Her hands lay idle in her lap for a moment. “You mustn’t mind me. It’s a luxury to indulge in self-pity. I shall be so gay to-morrow you won’t know me. But just at present I’m wishing,” she mocked her own melancholy, slanting her eyes at him, “rather wishing I were Mrs. Hal Sheerug—wishing I were any good domestic woman instead of Vashti, the singer. And if I were Mrs. Hal, I’d be as much of a curiosity as Eden Row set down on Broadway.”

Again she took up her playing. “And yet—and yet life would be tedious without love. We’re so afraid that love will never come to us, aren’t we, Teddy? Afraid that our latest chance will be our last. You see, I’m like that, too; I know all about it. You’re asleep. Perhaps we’re both asleep—both dreaming of something more splendid than reality. Don’t let’s wake up—we’ll be unhappy. Let’s go on dreaming together.”

She ceased speaking, but her hands wandered from melody to melody. She played very softly. From far below in the darkness the hum of speeding cars was like the drowsy trumpeting of gnats in an English garden. Through half-closed eyes he watched her, trying to make himself believe she was Desire.

Why had she so deliberately filled his mind with doubts? And Desire—why had she gone away without mentioning him on the very day that he had landed? Was it carelessness, or a young girl’s way of impressing him with her value? “She feels far more than she’ll ever express.” It might be that—a paradoxical way of showing affection.

Vashti gazed towards him and nodded, as much as to say, “I know what thoughts are passing.” She struck three chords.

What happened next was like arms spread under him, carrying him away and away from every trouble. “Oh, rest in the Lord, wait patiently for Him.” Her voice sprang up like a strong white bird; at every beat of its wings the accompaniment fluttered like the weak wings of small birds following. “Oh; rest in the Lord”—the white bird rose higher with a braver confidence and the little birds took courage, plunging deeper into the grave and gentle stillness. “Oh, rest in the Lord”—it was like a sigh of contentment traveling back from prepared places. The room grew silent.

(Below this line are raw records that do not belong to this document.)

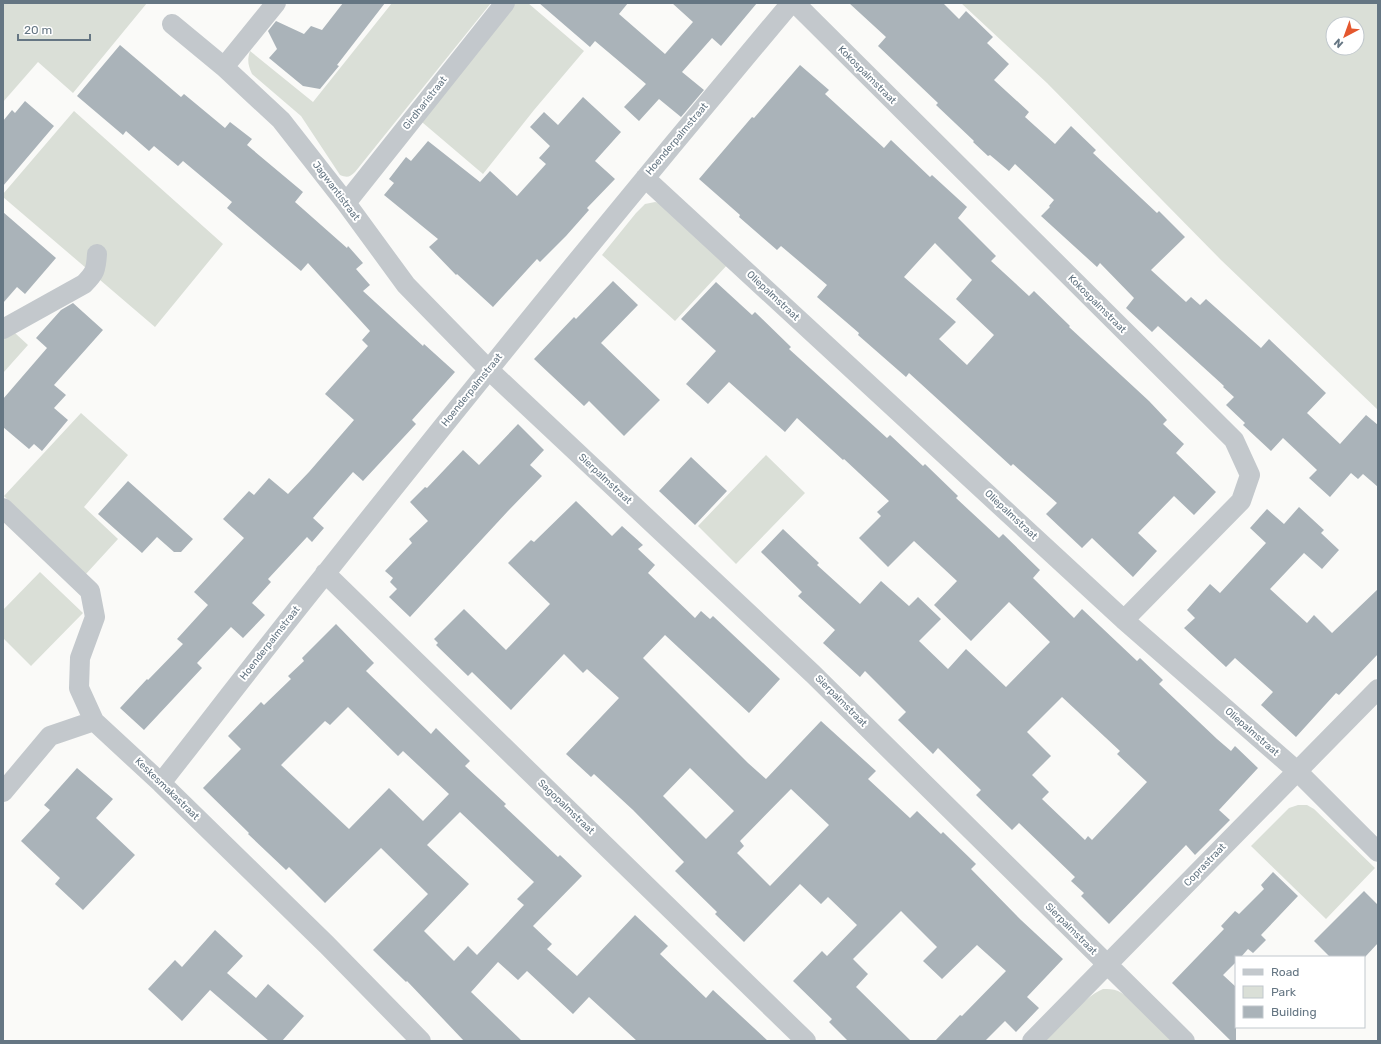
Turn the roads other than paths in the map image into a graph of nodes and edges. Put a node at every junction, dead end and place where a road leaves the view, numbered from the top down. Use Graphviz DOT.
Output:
graph roads {
  1 [pos="276,3"];
  2 [pos="505,3"];
  3 [pos="791,3"];
  4 [pos="795,3"];
  5 [pos="172,24"];
  6 [pos="224,67"];
  7 [pos="645,178"];
  8 [pos="346,203"];
  9 [pos="97,254"];
  10 [pos="3,329"];
  11 [pos="489,370"];
  12 [pos="3,508"];
  13 [pos="325,573"];
  14 [pos="1124,620"];
  15 [pos="1378,689"];
  16 [pos="94,721"];
  17 [pos="1297,771"];
  18 [pos="161,783"];
  19 [pos="3,792"];
  20 [pos="1378,852"];
  21 [pos="1108,964"];
  22 [pos="420,1041"];
  23 [pos="806,1041"];
  24 [pos="1032,1041"];
  25 [pos="1185,1041"];
  1 -- 6 [label="street"];
  2 -- 8 [label="street, Girdharistraat"];
  3 -- 7 [label="street, Hoenderpalmstraat"];
  4 -- 14 [label="street, Kokospalmstraat"];
  5 -- 6 [label="street, Jagwantistraat"];
  6 -- 8 [label="street, Jagwantistraat"];
  7 -- 11 [label="street, Hoenderpalmstraat"];
  7 -- 14 [label="street, Oliepalmstraat"];
  8 -- 11 [label="street, Jagwantistraat"];
  9 -- 10 [label="street"];
  11 -- 13 [label="street, Hoenderpalmstraat"];
  11 -- 21 [label="street, Sierpalmstraat"];
  12 -- 16 [label="street, Keskesmakastraat"];
  13 -- 18 [label="street, Hoenderpalmstraat"];
  13 -- 23 [label="street, Sagopalmstraat"];
  14 -- 17 [label="street, Oliepalmstraat"];
  15 -- 17 [label="street, Coprastraat"];
  16 -- 18 [label="street, Keskesmakastraat"];
  16 -- 19 [label="street"];
  17 -- 20 [label="street, Oliepalmstraat"];
  17 -- 21 [label="street, Coprastraat"];
  18 -- 22 [label="street, Keskesmakastraat"];
  21 -- 24 [label="street, Coprastraat"];
  21 -- 25 [label="street, Sierpalmstraat"];
}
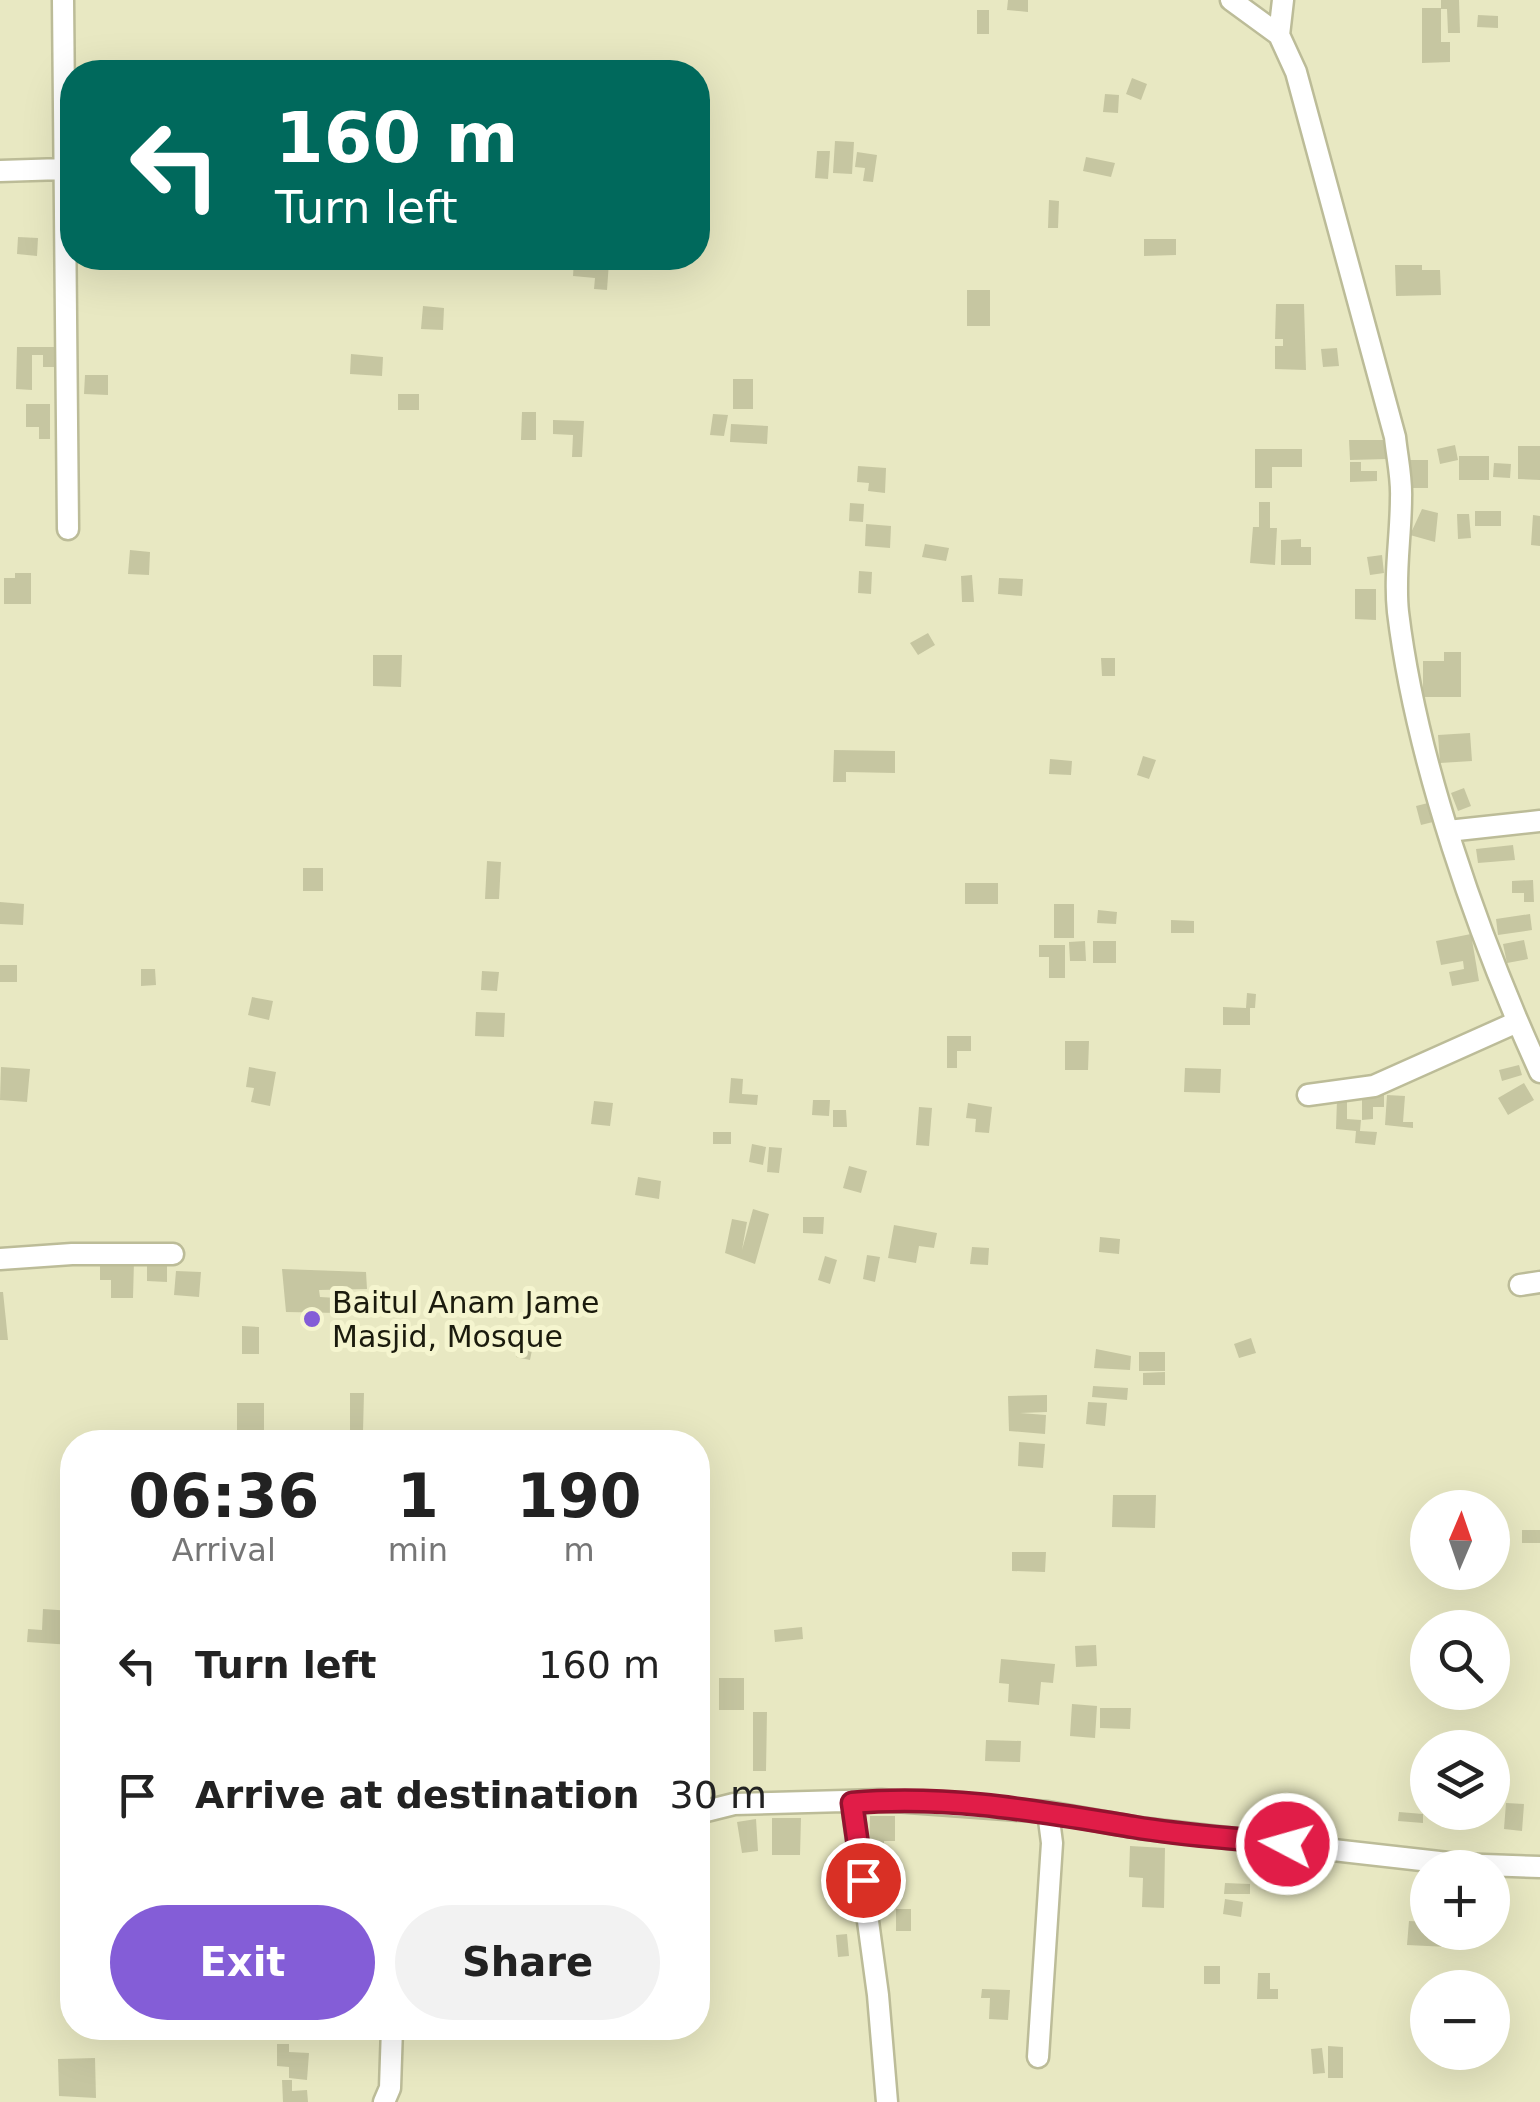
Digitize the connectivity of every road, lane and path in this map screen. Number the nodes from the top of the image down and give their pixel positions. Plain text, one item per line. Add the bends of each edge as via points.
1 (63, 0) edge
2 (1231, 0) edge
3 (1283, 0) edge
4 (1279, 35) junction
5 (63, 60) edge
6 (60, 169) edge
7 (0, 170) edge
8 (64, 270) edge
9 (68, 530) dead end
10 (1540, 820) edge
11 (1448, 830) junction
12 (1517, 1022) junction
13 (1540, 1072) edge
14 (1308, 1095) dead end
15 (173, 1254) dead end
16 (0, 1260) edge
17 (852, 1803) junction
18 (710, 1810) edge
19 (1048, 1812) junction
20 (1540, 1867) edge
21 (392, 2040) edge
22 (1038, 2057) dead end
23 (384, 2102) edge
24 (888, 2102) edge

1 - 5 street
2 - 4 street
3 - 4 street
4 - 11 street via 1296,72 1395,437 1402,496 1398,612 1433,787
6 - 7 street
8 - 9 street
10 - 11 street
11 - 12 street
12 - 13 street
12 - 14 street via 1374,1086
15 - 16 street
17 - 18 street
17 - 19 street via 930,1801
17 - 24 street
19 - 20 street via 1457,1864
19 - 22 street via 1052,1843
21 - 23 street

She was kneeling beside him—kneeling the way his mother would have knelt, with her arms about him and her face almost touching.

“I’m really religious, Teddy. Won’t you trust me? Don’t you think that there must be some good in me when I can sing like that?” It was like a little child pleading with him. “I’ve tried to turn you back. Desire’s too young and I don’t think—— But you won’t be turned back; so let me help you. I don’t know much of what’s happened between you, but——”

In the hall a key grated. The sound of the door opening. A gust of laughter—a man’s and a girl’s.

“Shish! It’s tee-rrifically late.—My goodness, Tom, but you were reckless! I thought every moment we’d upset.”